▶ _Assignment_:
Your response should contain each line of the data that includes "rive".

▶ _Material for this task_:

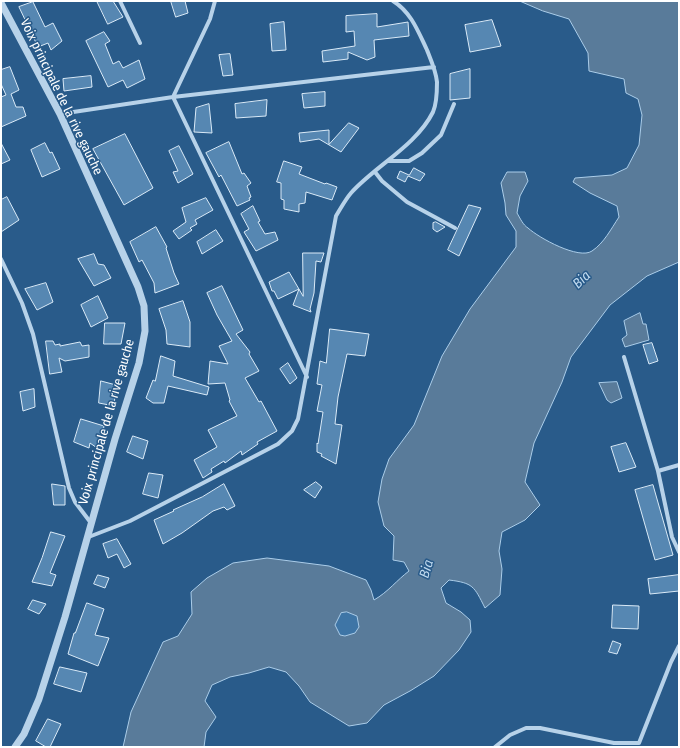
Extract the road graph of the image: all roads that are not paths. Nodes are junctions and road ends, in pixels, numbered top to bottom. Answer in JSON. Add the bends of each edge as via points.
{"nodes":[{"id":1,"x":120,"y":1,"type":"edge"},
{"id":2,"x":215,"y":1,"type":"edge"},
{"id":3,"x":393,"y":1,"type":"edge"},
{"id":4,"x":1,"y":3,"type":"edge"},
{"id":5,"x":140,"y":43,"type":"dead end"},
{"id":6,"x":434,"y":67,"type":"junction"},
{"id":7,"x":173,"y":97,"type":"junction"},
{"id":8,"x":454,"y":104,"type":"dead end"},
{"id":9,"x":60,"y":114,"type":"junction"},
{"id":10,"x":388,"y":160,"type":"junction"},
{"id":11,"x":375,"y":172,"type":"junction"},
{"id":12,"x":455,"y":228,"type":"dead end"},
{"id":13,"x":1,"y":259,"type":"edge"},
{"id":14,"x":624,"y":357,"type":"dead end"},
{"id":15,"x":307,"y":378,"type":"junction"},
{"id":16,"x":679,"y":465,"type":"edge"},
{"id":17,"x":658,"y":471,"type":"junction"},
{"id":18,"x":91,"y":523,"type":"junction"},
{"id":19,"x":86,"y":538,"type":"junction"},
{"id":20,"x":679,"y":552,"type":"edge"},
{"id":21,"x":679,"y":646,"type":"edge"},
{"id":22,"x":15,"y":747,"type":"edge"},
{"id":23,"x":495,"y":747,"type":"edge"}],
"edges":[{"from":1,"to":5,"type":"street"},
{"from":2,"to":7,"type":"street","via":[[210,18]]},
{"from":3,"to":6,"type":"street","via":[[407,12],[417,27]]},
{"from":4,"to":9,"type":"street","name":"Voix principale de la rive gauche"},
{"from":6,"to":7,"type":"street"},
{"from":6,"to":10,"type":"street","via":[[437,81],[433,111],[413,138]]},
{"from":7,"to":9,"type":"street"},
{"from":7,"to":15,"type":"street"},
{"from":8,"to":10,"type":"street","via":[[441,135],[422,153],[409,161]]},
{"from":9,"to":18,"type":"street","name":"Voix principale de la rive gauche","via":[[138,287],[144,306],[145,331],[139,363]]},
{"from":10,"to":11,"type":"street"},
{"from":11,"to":12,"type":"street","via":[[407,202]]},
{"from":11,"to":15,"type":"street","via":[[352,192],[336,216]]},
{"from":13,"to":18,"type":"street","via":[[22,302],[33,334],[69,488],[75,502]]},
{"from":14,"to":17,"type":"street"},
{"from":15,"to":19,"type":"street","via":[[298,419],[292,431],[278,444],[130,522]]},
{"from":16,"to":17,"type":"street"},
{"from":17,"to":20,"type":"street","via":[[672,537]]},
{"from":18,"to":19,"type":"street","name":"Voix principale de la rive gauche"},
{"from":19,"to":22,"type":"street","name":"Voix principale de la rive gauche","via":[[39,699],[24,734]]},
{"from":21,"to":23,"type":"street","via":[[639,743],[614,743],[540,728],[526,728],[510,735]]}]}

▶ _Completed exercise_:
{"from":4,"to":9,"type":"street","name":"Voix principale de la rive gauche"},
{"from":9,"to":18,"type":"street","name":"Voix principale de la rive gauche","via":[[138,287],[144,306],[145,331],[139,363]]},
{"from":18,"to":19,"type":"street","name":"Voix principale de la rive gauche"},
{"from":19,"to":22,"type":"street","name":"Voix principale de la rive gauche","via":[[39,699],[24,734]]},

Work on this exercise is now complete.